Despite the weight of the words “criminal conviction” attached to Haigh’s scandal, based on what we know now it seems more like it’s in those categories than a resignation matter. Haigh’s story is that she was mugged in 2013 and believed her work phone had been stolen in the attack.
When, a few months later, she discovered the handset and turned it on, it triggered an alert with her employer, Aviva – who the Times report had been looking into multiple reports of phones stolen (though it is not clear whether they all related to Haigh). As she tells it, on legal advice, she answered “no comment” during the police interviews, resulting in a prosecution to which she pled guilty.
Haigh’s story that the offence was minor and perhaps even only technical – that she had falsely reported a phone stolen, but perhaps as the result of an honest mistake – is backed up by two things. Firstly, she received a conditional discharge as a sentence, which is close to the very minimum punishment a court can issue after a guilty plea, and secondly she remained employed by Aviva until 2015 – which suggests the company didn’t believe the offence amounted to gross misconduct.
On the facts as they stand, then, Haigh’s resignation – and Starmer’s acceptance of it – looks bizarre.
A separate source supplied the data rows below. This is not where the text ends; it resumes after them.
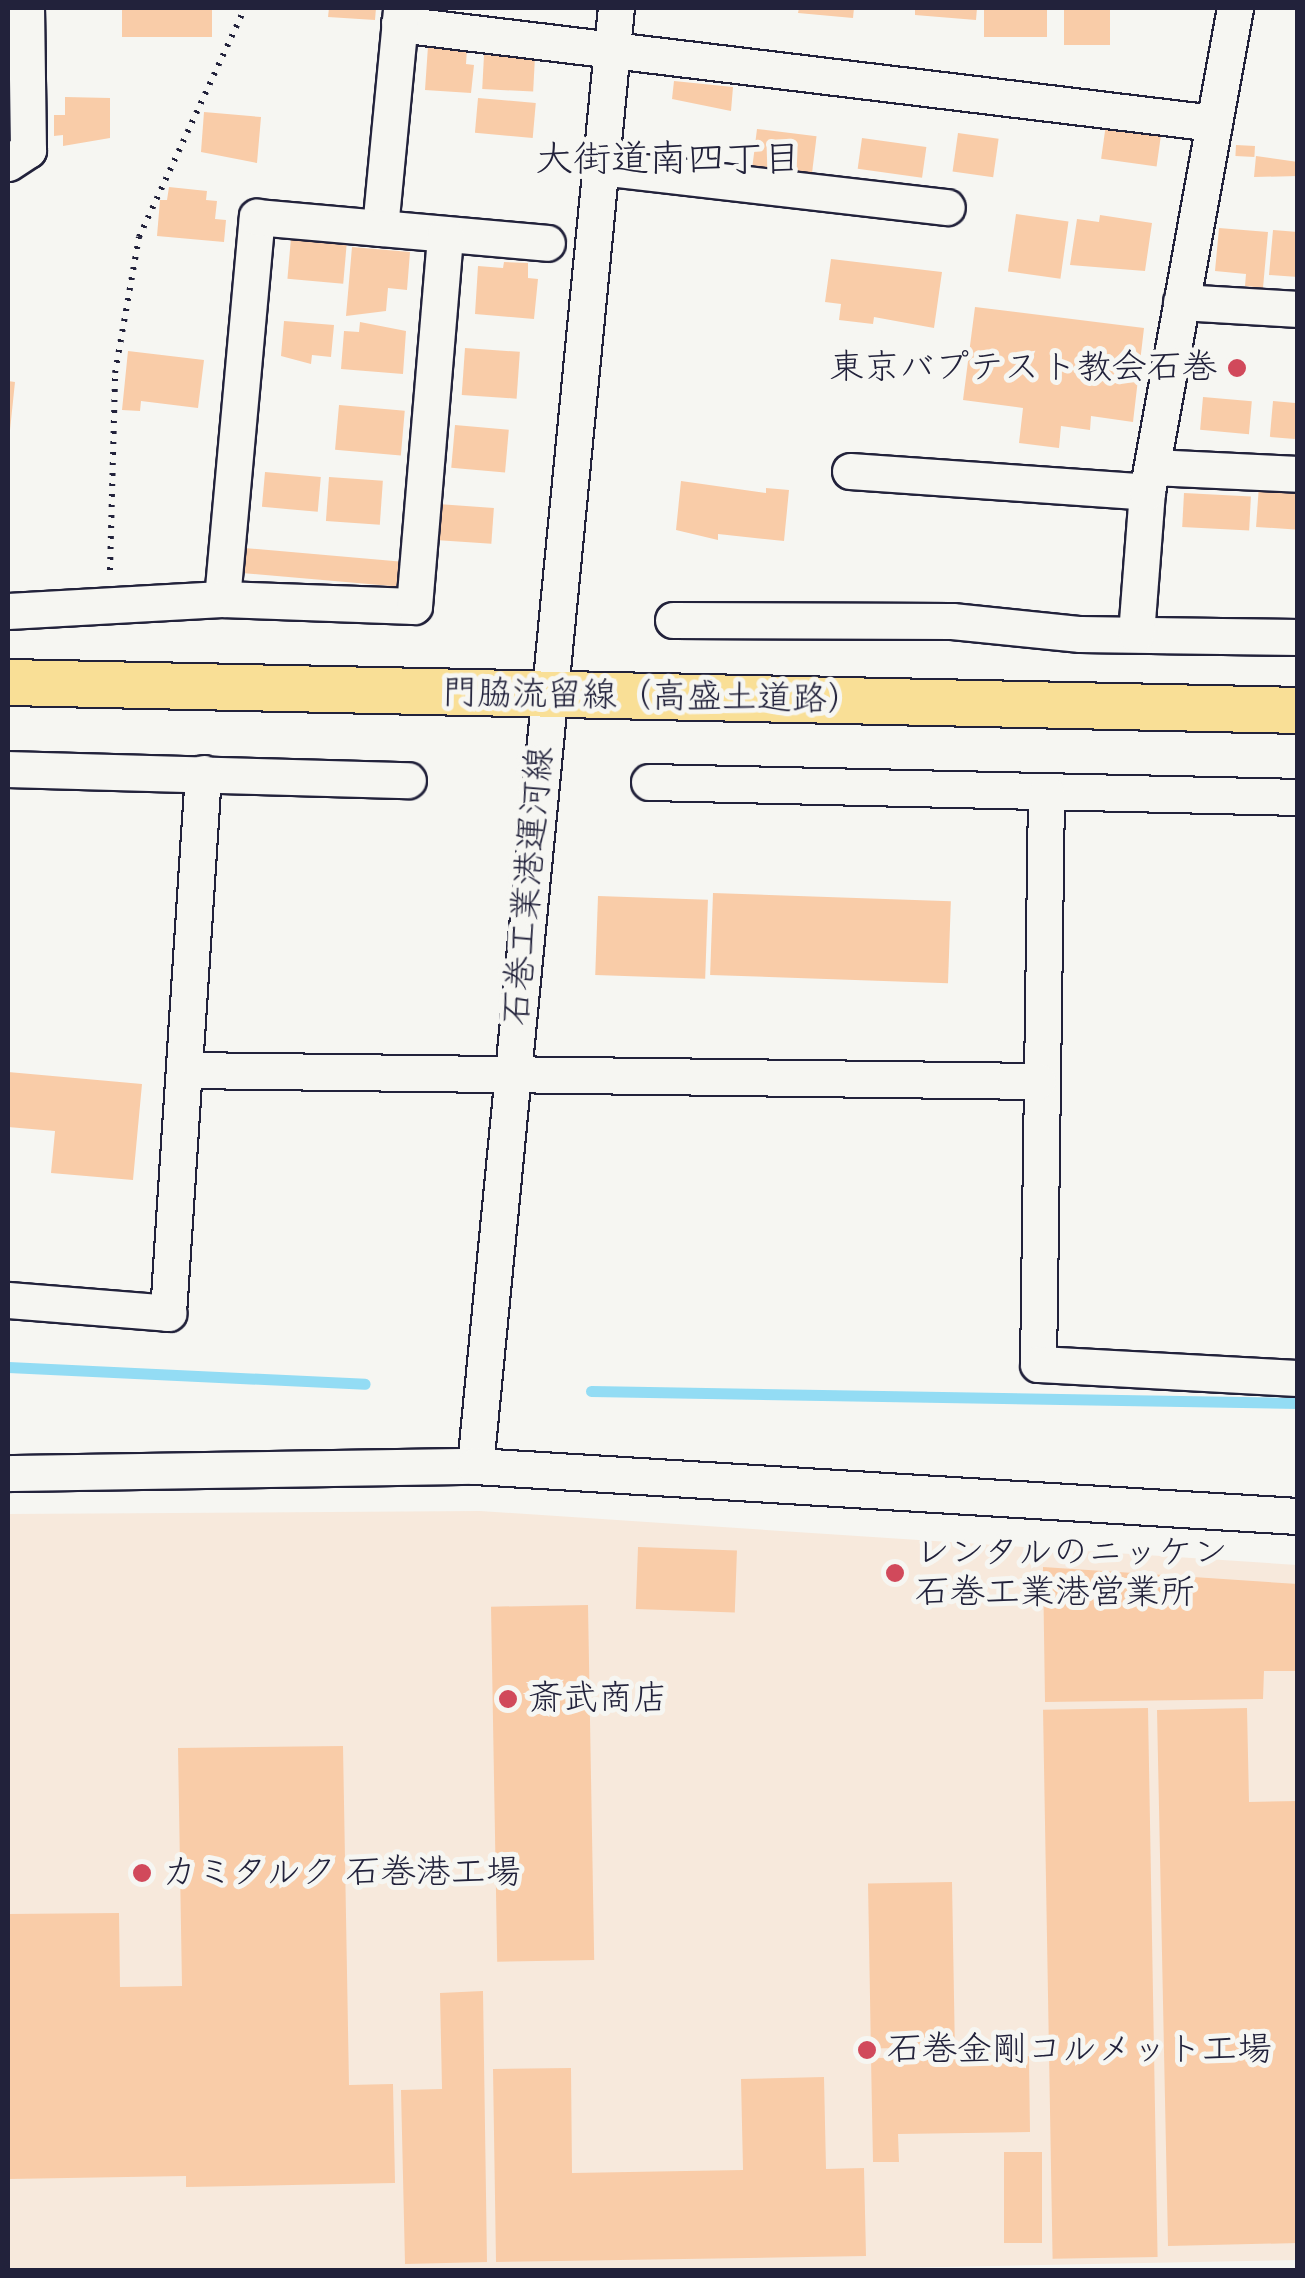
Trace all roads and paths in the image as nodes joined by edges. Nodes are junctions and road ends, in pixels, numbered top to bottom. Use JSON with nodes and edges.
{"nodes":[{"id":1,"x":26,"y":8,"type":"edge"},
{"id":2,"x":246,"y":8,"type":"edge"},
{"id":3,"x":616,"y":8,"type":"edge"},
{"id":4,"x":1235,"y":8,"type":"edge"},
{"id":5,"x":400,"y":16,"type":"edge"},
{"id":6,"x":612,"y":50,"type":"junction"},
{"id":7,"x":1214,"y":123,"type":"junction"},
{"id":8,"x":8,"y":163,"type":"edge"},
{"id":9,"x":600,"y":167,"type":"junction"},
{"id":10,"x":948,"y":207,"type":"dead end"},
{"id":11,"x":380,"y":228,"type":"junction"},
{"id":12,"x":445,"y":234,"type":"junction"},
{"id":13,"x":547,"y":243,"type":"dead end"},
{"id":14,"x":1182,"y":302,"type":"junction"},
{"id":15,"x":1298,"y":310,"type":"edge"},
{"id":16,"x":850,"y":471,"type":"dead end"},
{"id":17,"x":1298,"y":474,"type":"edge"},
{"id":18,"x":1149,"y":479,"type":"junction"},
{"id":19,"x":222,"y":600,"type":"junction"},
{"id":20,"x":108,"y":606,"type":"junction"},
{"id":21,"x":8,"y":611,"type":"edge"},
{"id":22,"x":673,"y":620,"type":"dead end"},
{"id":23,"x":1136,"y":634,"type":"junction"},
{"id":24,"x":1298,"y":637,"type":"edge"},
{"id":25,"x":8,"y":682,"type":"edge"},
{"id":26,"x":546,"y":696,"type":"junction"},
{"id":27,"x":1298,"y":710,"type":"edge"},
{"id":28,"x":8,"y":769,"type":"edge"},
{"id":29,"x":204,"y":773,"type":"junction"},
{"id":30,"x":408,"y":780,"type":"dead end"},
{"id":31,"x":649,"y":782,"type":"dead end"},
{"id":32,"x":1046,"y":793,"type":"junction"},
{"id":33,"x":1298,"y":797,"type":"edge"},
{"id":34,"x":186,"y":1070,"type":"junction"},
{"id":35,"x":513,"y":1072,"type":"junction"},
{"id":36,"x":1038,"y":1081,"type":"junction"},
{"id":37,"x":8,"y":1300,"type":"edge"},
{"id":38,"x":1298,"y":1378,"type":"edge"},
{"id":39,"x":475,"y":1466,"type":"junction"},
{"id":40,"x":8,"y":1472,"type":"edge"},
{"id":41,"x":1298,"y":1516,"type":"edge"}],
"edges":[{"from":1,"to":8,"type":"street"},
{"from":2,"to":20,"type":"path"},
{"from":3,"to":6,"type":"street","name":"石巻工業港運河線"},
{"from":4,"to":7,"type":"street"},
{"from":5,"to":6,"type":"street"},
{"from":5,"to":11,"type":"street"},
{"from":6,"to":7,"type":"street"},
{"from":6,"to":9,"type":"street","name":"石巻工業港運河線"},
{"from":7,"to":14,"type":"street"},
{"from":9,"to":10,"type":"street"},
{"from":9,"to":26,"type":"street","name":"石巻工業港運河線"},
{"from":11,"to":12,"type":"street"},
{"from":11,"to":19,"type":"street"},
{"from":12,"to":13,"type":"street"},
{"from":12,"to":19,"type":"street"},
{"from":14,"to":15,"type":"street"},
{"from":14,"to":18,"type":"street"},
{"from":16,"to":18,"type":"street"},
{"from":17,"to":18,"type":"street"},
{"from":18,"to":23,"type":"street"},
{"from":19,"to":20,"type":"street"},
{"from":20,"to":21,"type":"street"},
{"from":22,"to":23,"type":"street"},
{"from":23,"to":24,"type":"street"},
{"from":25,"to":26,"type":"main road","name":"門脇流留線（高盛土道路）"},
{"from":26,"to":27,"type":"main road","name":"門脇流留線（高盛土道路）"},
{"from":26,"to":35,"type":"street","name":"石巻工業港運河線"},
{"from":28,"to":29,"type":"street"},
{"from":29,"to":30,"type":"street"},
{"from":29,"to":34,"type":"street"},
{"from":31,"to":32,"type":"street"},
{"from":32,"to":33,"type":"street"},
{"from":32,"to":36,"type":"street"},
{"from":34,"to":35,"type":"street"},
{"from":34,"to":37,"type":"street"},
{"from":35,"to":36,"type":"street"},
{"from":35,"to":39,"type":"street","name":"石巻工業港運河線"},
{"from":36,"to":38,"type":"street"},
{"from":39,"to":40,"type":"street"},
{"from":39,"to":41,"type":"street"}]}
Haigh’s conviction is what is known as ‘spent’, a rule which means that after a certain period of time it doesn’t need to be disclosed by the offender when they apply for most jobs in the future.
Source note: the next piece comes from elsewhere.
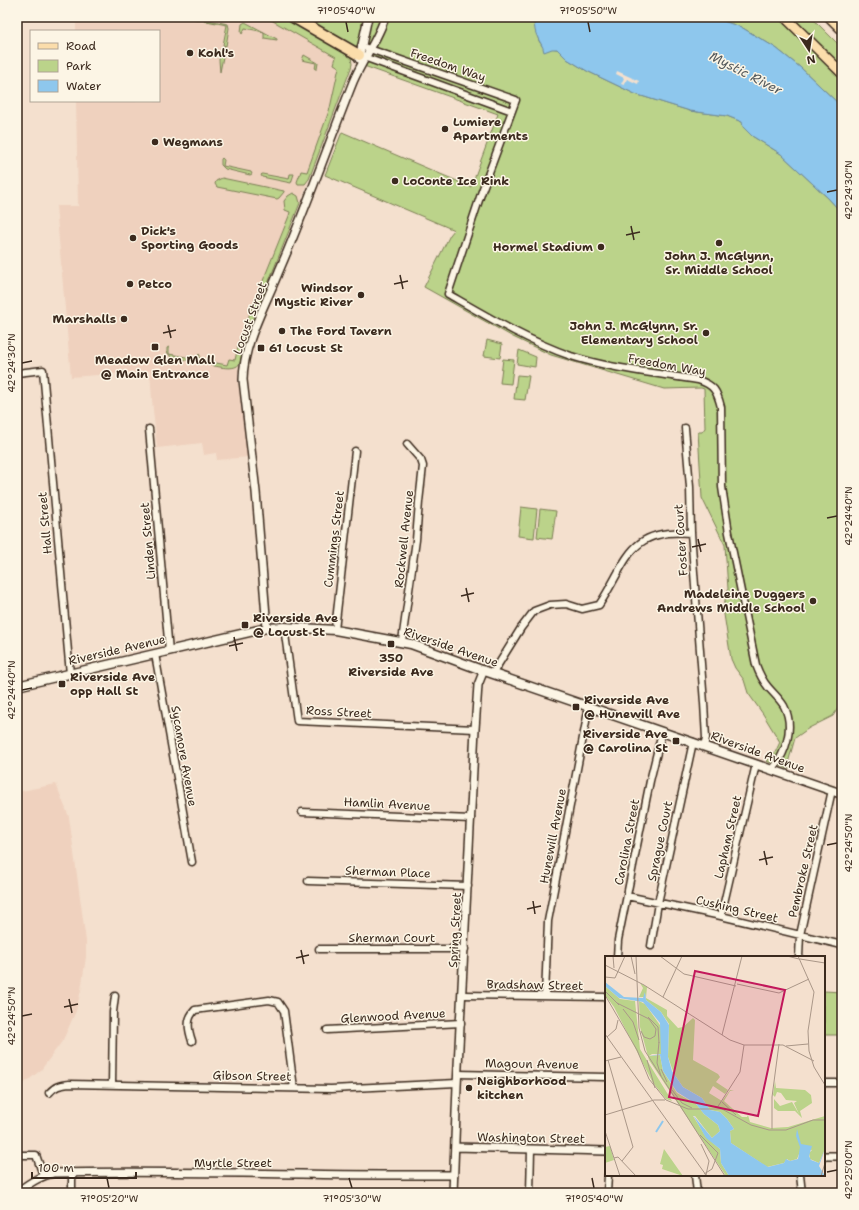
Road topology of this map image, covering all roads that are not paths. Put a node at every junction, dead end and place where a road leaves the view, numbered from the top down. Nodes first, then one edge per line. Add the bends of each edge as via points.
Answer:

Despite that, Haigh has said (and No. 10 has not disputed) that she disclosed the conviction to Keir Starmer all the way back in 2020, when he appointed her to the shadow cabinet. This means that on the face of it, Starmer is losing a cabinet minister because the public has found out something he personally has known about for years.
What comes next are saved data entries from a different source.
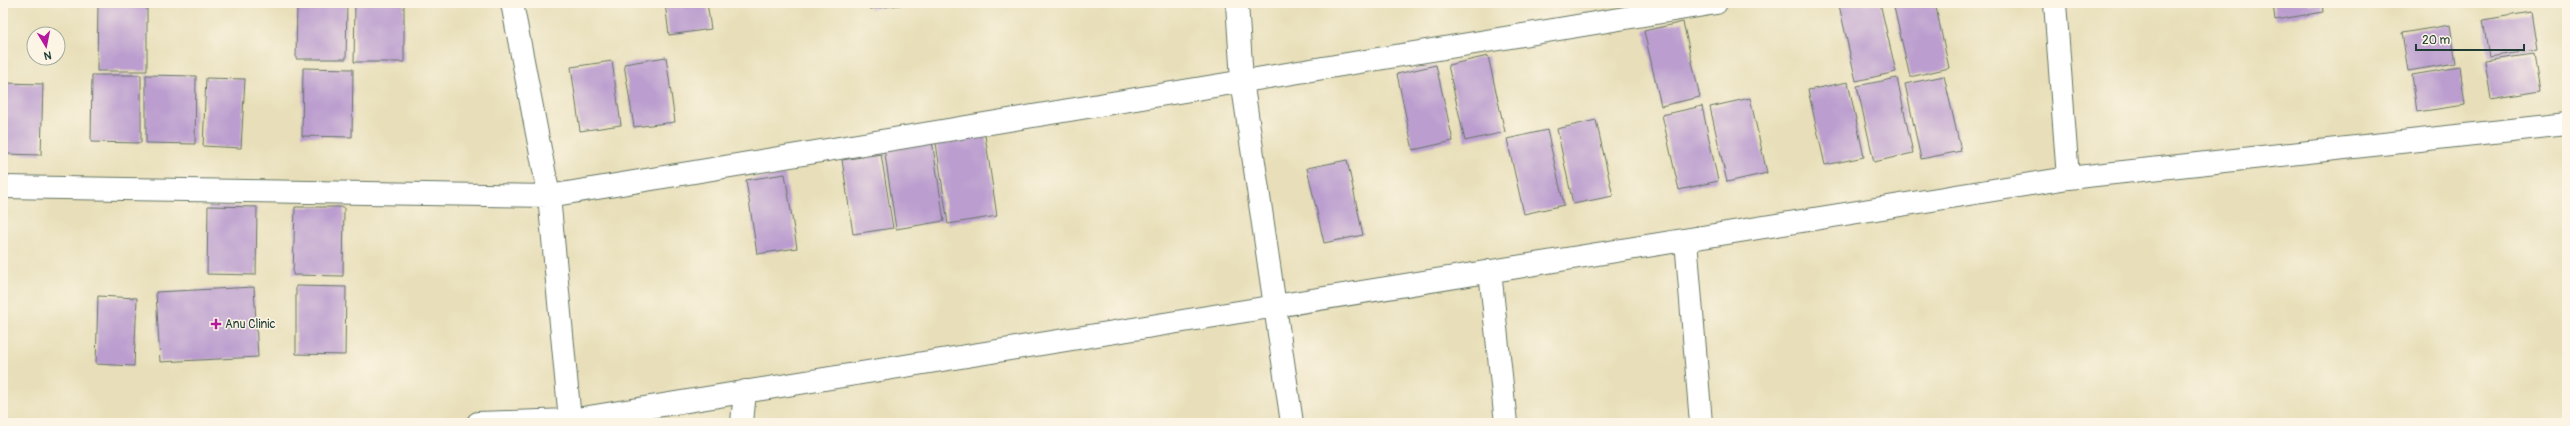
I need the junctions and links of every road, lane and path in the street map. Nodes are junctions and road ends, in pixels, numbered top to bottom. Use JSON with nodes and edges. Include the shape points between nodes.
{"nodes":[{"id":1,"x":512,"y":3,"type":"edge"},
{"id":2,"x":1237,"y":3,"type":"edge"},
{"id":3,"x":1716,"y":3,"type":"edge"},
{"id":4,"x":2055,"y":3,"type":"edge"},
{"id":5,"x":1242,"y":80,"type":"junction"},
{"id":6,"x":2567,"y":124,"type":"edge"},
{"id":7,"x":2068,"y":178,"type":"junction"},
{"id":8,"x":3,"y":187,"type":"edge"},
{"id":9,"x":549,"y":196,"type":"junction"},
{"id":10,"x":1686,"y":240,"type":"junction"},
{"id":11,"x":1490,"y":271,"type":"junction"},
{"id":12,"x":1276,"y":305,"type":"junction"},
{"id":13,"x":745,"y":391,"type":"junction"},
{"id":14,"x":570,"y":421,"type":"edge"},
{"id":15,"x":478,"y":423,"type":"edge"},
{"id":16,"x":742,"y":423,"type":"edge"},
{"id":17,"x":1292,"y":423,"type":"edge"},
{"id":18,"x":1506,"y":423,"type":"edge"},
{"id":19,"x":1701,"y":423,"type":"edge"}],
"edges":[{"from":1,"to":9,"type":"street"},
{"from":2,"to":5,"type":"street"},
{"from":3,"to":5,"type":"street"},
{"from":4,"to":7,"type":"street"},
{"from":5,"to":9,"type":"street"},
{"from":5,"to":12,"type":"street"},
{"from":6,"to":7,"type":"street"},
{"from":7,"to":10,"type":"street"},
{"from":8,"to":9,"type":"street"},
{"from":9,"to":14,"type":"street"},
{"from":10,"to":11,"type":"street"},
{"from":10,"to":19,"type":"street"},
{"from":11,"to":12,"type":"street"},
{"from":11,"to":18,"type":"street"},
{"from":12,"to":13,"type":"street"},
{"from":12,"to":17,"type":"street"},
{"from":13,"to":14,"type":"street"},
{"from":13,"to":16,"type":"street"},
{"from":14,"to":15,"type":"street"}]}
What kind of message that sends to Starmer’s cabinet colleagues about the kind of loyalty they can expect from Number 10 is an open question – as is the question of what signal the resignation sends to the many people in the UK with spent criminal convictions who are just trying to get on with their lives.
But the biggest problem for the government is that any story you can construct from the facts as they stand doesn’t make sense – things don’t add up, which tends to mean that journalists keep digging.
The obvious question is whether there is more to the scandal than meets the eye, which has to be the immediate assumption. It would seem most logical if No. 10 is going to accept an early resignation for that reason for it to get all of those facts out early, too, which has not yet happened – because if they don’t appear it looks bad for No. 10, and may lead to further digging anyway.
The second question is why Haigh didn’t get the story into the public domain herself, given she had admitted it to the prime minister. Unless it was drastically worse than reported, had she proactively admitted to the offence in an interview years ago, it couldn’t have been used against her now.
Finally, whether or not things are worse than they appear, Haigh’s departure reflects poorly on the serially dysfunctional and dyspeptic team around Keir Starmer: either they cocked up in 2020 or they’ve cocked up today. If Haigh’s crime was worse than what we know, why did they not properly dig into it in 2020 when she was first appointed? If it wasn’t, why is Keir Starmer effectively firing a minister over something he’s known about for four years?
Something has made No. 10 decide that this scandal was not survivable at an extremely early stage. But pushing Louise Haigh overboard, swift and brutal as it was, will not be enough to satisfy the media. There will have to be an explanation, too.